We have had a long, dreary, uncomfortable and very unhealthy winter. Since the 1st Nov. last, the following named persons have died in this vicinity: John Purviance, son of Wm. F. Purviance Lieut. Thomas McDowell, late of the U.S. Army in New Mexico Calvin McCray. He leaves a wife and one child, Angelina Horatio McGray. He left no wife, but several daughters, three of them married - one to a Mr. Stacy of Connecticut. Mrs. Posey, wife of Jubilee Posey Capt. Eli Cornwell Mrs. Caroline Curtis Allington Mrs. Caroline N. Berkey Dewey, wife of Dr. John S. Dewey Mrs. Phebe Benson, widow of Rev. John H. Benson.

Old Samuel Wood and wife are still alive, and he still loves a dram (?). Squire Small and wife have separated; and Mrs. Small teaches a school at Collinsville.

Troy has become a smart town with 3 meeting houses, 3 stores, 3 doggeries, 1 tavern, and any quantity of black mittens, carpenters and wagon makers. Sundry people are going to California after gold. A daily mail each way from St. Louis through Troy to the Eastern cities.

Lydia Ann Scott has become Macdonough Gates' second wife, and has a boy named Cyrus Scott Gates. They live in Troy where Mac keeps a school. Old Dctor Gates also lives in Troy. J. R. Willoughby, who married Jane Scott, has bought the Scott farm.

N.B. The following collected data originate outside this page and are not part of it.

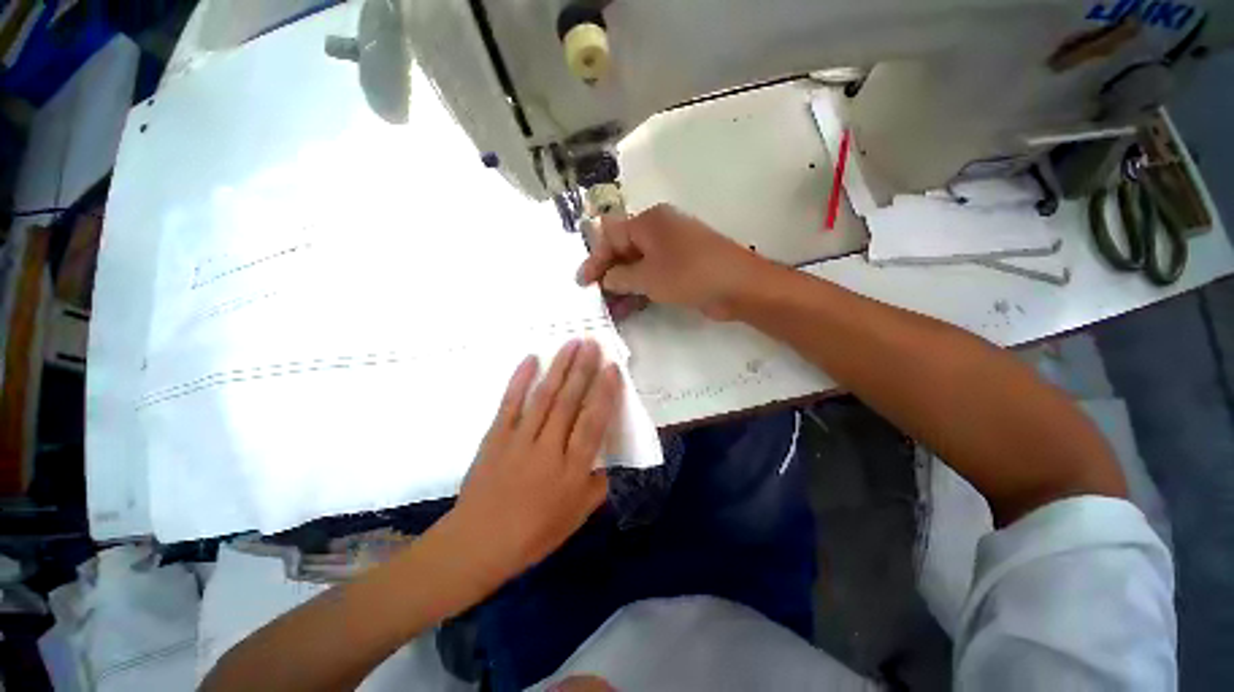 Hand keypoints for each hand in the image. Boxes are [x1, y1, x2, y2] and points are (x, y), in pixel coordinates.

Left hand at [451, 339, 618, 581]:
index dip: (605, 392)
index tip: (612, 368)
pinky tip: (531, 359)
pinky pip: (510, 402)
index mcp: (572, 469)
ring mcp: (520, 439)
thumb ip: (597, 484)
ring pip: (544, 396)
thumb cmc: (534, 534)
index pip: (593, 422)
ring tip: (571, 344)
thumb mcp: (577, 516)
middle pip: (569, 401)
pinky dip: (520, 379)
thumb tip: (605, 459)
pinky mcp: (496, 436)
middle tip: (593, 343)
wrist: (478, 543)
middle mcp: (549, 448)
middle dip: (583, 369)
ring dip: (559, 367)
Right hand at [576, 204, 770, 320]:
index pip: (611, 237)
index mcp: (649, 222)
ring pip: (638, 266)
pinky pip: (653, 275)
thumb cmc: (689, 275)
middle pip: (623, 251)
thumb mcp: (648, 277)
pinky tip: (629, 308)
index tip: (583, 283)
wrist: (738, 286)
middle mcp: (659, 231)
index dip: (595, 260)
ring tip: (611, 309)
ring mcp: (672, 249)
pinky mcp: (681, 267)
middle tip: (596, 298)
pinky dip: (640, 290)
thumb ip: (620, 278)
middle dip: (608, 275)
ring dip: (623, 286)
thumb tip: (606, 279) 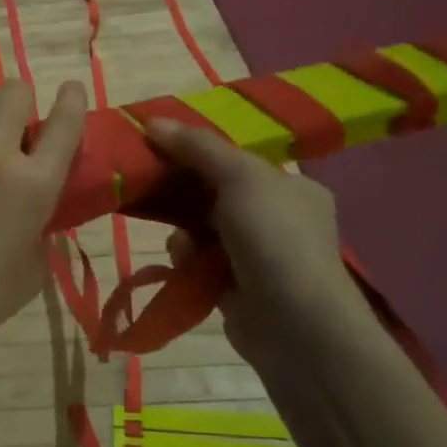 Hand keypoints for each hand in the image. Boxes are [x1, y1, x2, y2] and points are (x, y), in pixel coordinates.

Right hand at [145, 119, 368, 369]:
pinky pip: (198, 261)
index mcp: (291, 187)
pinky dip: (187, 259)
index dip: (197, 150)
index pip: (236, 160)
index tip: (159, 147)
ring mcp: (258, 256)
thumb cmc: (274, 238)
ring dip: (183, 229)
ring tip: (180, 240)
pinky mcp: (236, 287)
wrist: (295, 326)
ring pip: (201, 227)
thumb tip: (151, 121)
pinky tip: (184, 263)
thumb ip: (197, 146)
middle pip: (215, 192)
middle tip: (153, 186)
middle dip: (183, 192)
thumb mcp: (239, 176)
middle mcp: (278, 219) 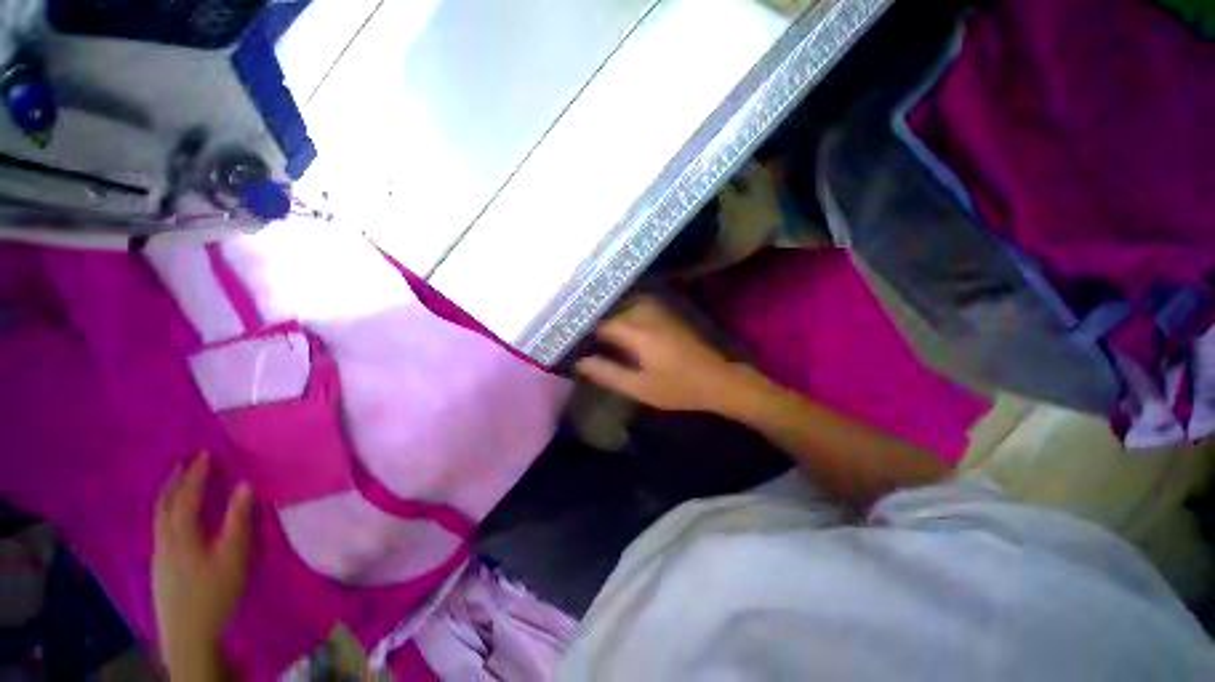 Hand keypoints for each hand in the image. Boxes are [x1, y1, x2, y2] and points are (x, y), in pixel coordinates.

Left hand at [153, 452, 252, 678]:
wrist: (188, 636)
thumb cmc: (215, 593)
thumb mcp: (234, 558)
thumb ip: (239, 521)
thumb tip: (245, 484)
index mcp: (182, 535)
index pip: (188, 497)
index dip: (196, 474)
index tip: (205, 453)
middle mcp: (165, 540)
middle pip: (164, 505)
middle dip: (174, 481)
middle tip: (183, 462)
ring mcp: (159, 555)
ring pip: (159, 518)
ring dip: (168, 495)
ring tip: (177, 483)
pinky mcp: (160, 567)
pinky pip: (160, 529)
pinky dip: (166, 512)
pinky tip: (174, 518)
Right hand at [575, 296, 754, 412]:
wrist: (718, 380)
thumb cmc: (678, 388)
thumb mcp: (640, 388)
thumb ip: (609, 374)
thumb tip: (580, 362)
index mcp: (639, 334)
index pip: (603, 324)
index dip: (585, 329)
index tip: (572, 337)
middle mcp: (648, 316)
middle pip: (614, 309)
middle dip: (596, 319)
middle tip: (581, 333)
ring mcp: (660, 313)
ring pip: (626, 304)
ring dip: (611, 313)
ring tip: (598, 328)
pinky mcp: (669, 315)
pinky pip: (640, 306)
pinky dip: (626, 312)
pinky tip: (621, 325) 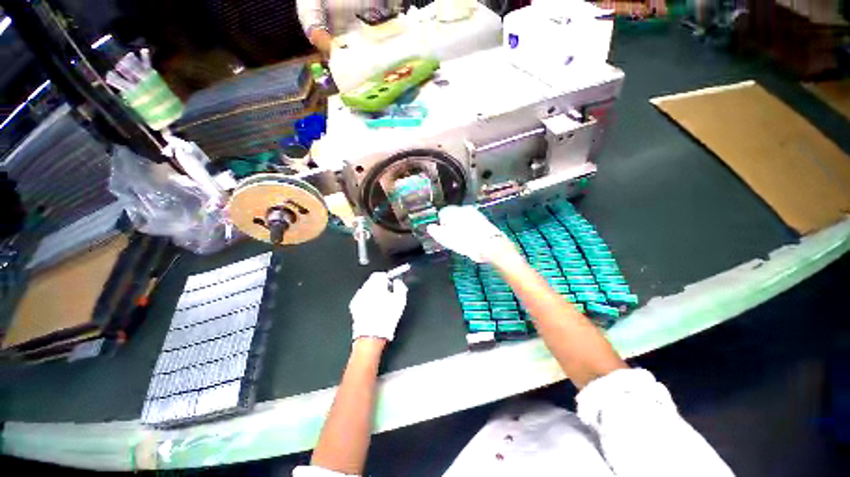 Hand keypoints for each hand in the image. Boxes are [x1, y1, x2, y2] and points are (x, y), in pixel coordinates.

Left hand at [349, 272, 407, 341]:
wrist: (372, 336)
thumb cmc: (386, 319)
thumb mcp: (400, 301)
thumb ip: (400, 287)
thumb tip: (398, 282)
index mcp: (375, 286)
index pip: (380, 274)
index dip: (387, 278)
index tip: (391, 283)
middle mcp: (364, 290)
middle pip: (372, 280)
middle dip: (380, 285)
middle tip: (388, 294)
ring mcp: (358, 298)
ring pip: (367, 289)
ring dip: (373, 292)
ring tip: (381, 303)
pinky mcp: (354, 307)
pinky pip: (362, 298)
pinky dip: (367, 300)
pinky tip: (373, 309)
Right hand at [426, 206, 514, 263]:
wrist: (489, 244)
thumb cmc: (464, 241)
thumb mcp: (444, 238)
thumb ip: (435, 231)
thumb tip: (430, 227)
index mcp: (452, 211)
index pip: (441, 214)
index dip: (441, 225)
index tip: (443, 234)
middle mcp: (463, 208)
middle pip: (453, 216)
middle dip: (451, 225)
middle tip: (452, 238)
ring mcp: (474, 213)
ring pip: (463, 219)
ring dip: (461, 227)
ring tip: (462, 239)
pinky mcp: (483, 220)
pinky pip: (472, 223)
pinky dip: (470, 229)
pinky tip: (471, 238) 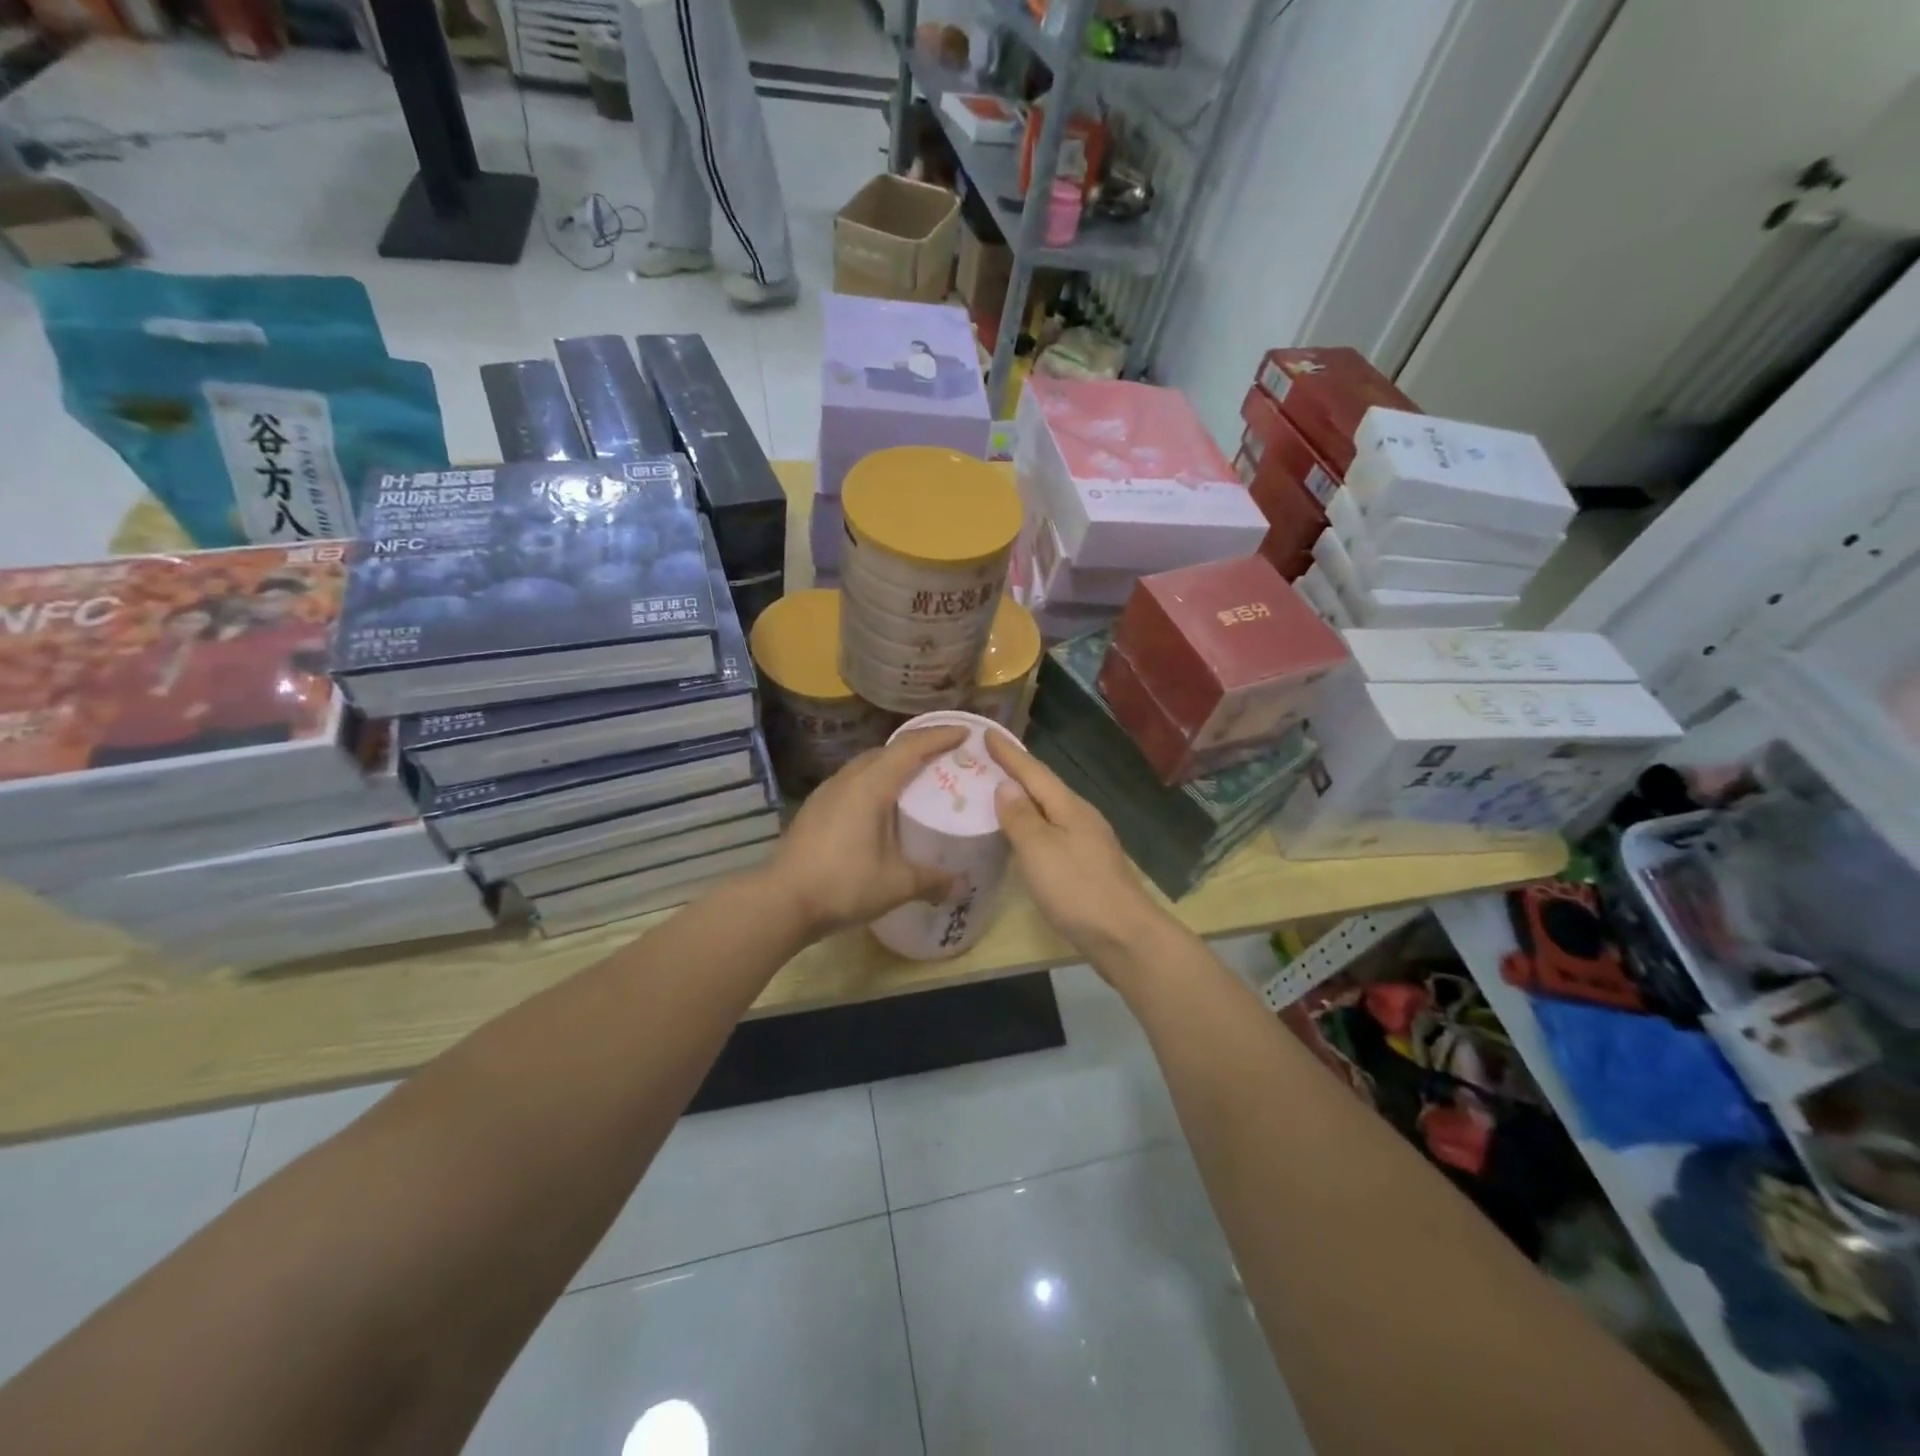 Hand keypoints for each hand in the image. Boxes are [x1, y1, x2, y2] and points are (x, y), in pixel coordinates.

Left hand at [761, 726, 966, 939]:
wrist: (781, 901)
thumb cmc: (843, 884)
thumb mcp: (896, 884)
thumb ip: (932, 881)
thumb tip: (962, 886)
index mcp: (871, 785)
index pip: (911, 747)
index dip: (940, 736)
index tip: (966, 733)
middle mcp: (848, 779)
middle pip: (887, 750)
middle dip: (918, 747)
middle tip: (946, 757)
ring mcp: (827, 792)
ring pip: (866, 766)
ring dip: (893, 765)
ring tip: (917, 780)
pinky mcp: (816, 809)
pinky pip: (853, 783)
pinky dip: (875, 783)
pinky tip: (883, 808)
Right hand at [986, 733, 1172, 965]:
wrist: (1125, 937)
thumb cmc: (1077, 890)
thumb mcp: (1039, 850)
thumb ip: (1021, 817)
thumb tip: (1007, 785)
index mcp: (1069, 808)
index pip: (1034, 772)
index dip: (1009, 753)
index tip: (987, 732)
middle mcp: (1082, 817)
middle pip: (1045, 787)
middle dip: (1017, 772)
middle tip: (986, 760)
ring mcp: (1088, 842)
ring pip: (1050, 810)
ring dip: (1024, 799)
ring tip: (998, 793)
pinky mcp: (1088, 866)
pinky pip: (1053, 832)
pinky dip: (1033, 825)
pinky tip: (1023, 836)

James Taylor has bought the Silvanus Gaskill farm and Albert Wilson, husband to Hannah Seybold, has bought the David Gaskill farm. Old Aunt Sally and her family have moved to Alton not Middleton, but Semple-town. Mary Ann happened to have an heir without a husband: a thing which sometimes takes place in this fertile country. Jackson Pelham is paid to be the father: a married man.

In the Skeamborough or Gilead settlement, Jep Renfro and Benj. J. Hagle still remain, and so does Andrew Black. The rest of the population are in a great measure changed.

John D. McMahan has been to Morgan County and taken a divorced woman to wife. She is a sister of his brother-in-law, Israel Turner, and has one son.

Knox Co. - I visited Knox Co. in Nov. last. Jenny Perrigo and Wm. W. Weeks (on NW 18, 9N, 42) were doing well. They had got a fence around the entire quarter, which, by the bye, was the best land I saw in my travels being rich and dry, and high and rolling. Wm. W. had a Buckeye wife named Ruth Vaughan, aged about 17, and I have recently heard that they have a daughter. Hannah is likely to have plenty of children.

At Galesburg: Emily Amelia Churchill teaches the Female Department of Knox College - about 75 pupils. John L. Weeks, it is said, is "courting like smoke." "Boardy Bo" wants to go to California, but can't get off this spring.

Doctor Felix Oflyng (?) wife, and children, visited this region last summer. They live at Oxford, Henry Co., Ill.

Candace Scybold married James R. Moore, stepston of Dr. Gates, and went with him to the St. Croix Pinery last year.

Our season is more backward than usual. Peach and cherry trees are in full bloom, and some apple blossoms are seen. Prospect for plenty of fruit. Suppose you and your husband step on a steamboat and come down about peach time to St. Louis, and ride out to your father's on Gov. Casey's Rail Road, the win-work of which is already done. It is to come almost to your father's.

Please write your father a good long letter, and tell him to be sure to stick it in the right crack so that I can read it when I get to the Bluff.

Levi remains about as formerly.

I like Old Lac's Inaugural, and his Cabinet, and his administration, and himself, better and better. How is he liked in Wisconsin? It is said Gen. Cass has again altered his mind since 7th Nov., and now repudiates the Nicholson Letter and the Baltimore Platform. Yours George Churchill.

PS: Your father has got up an addition to his house.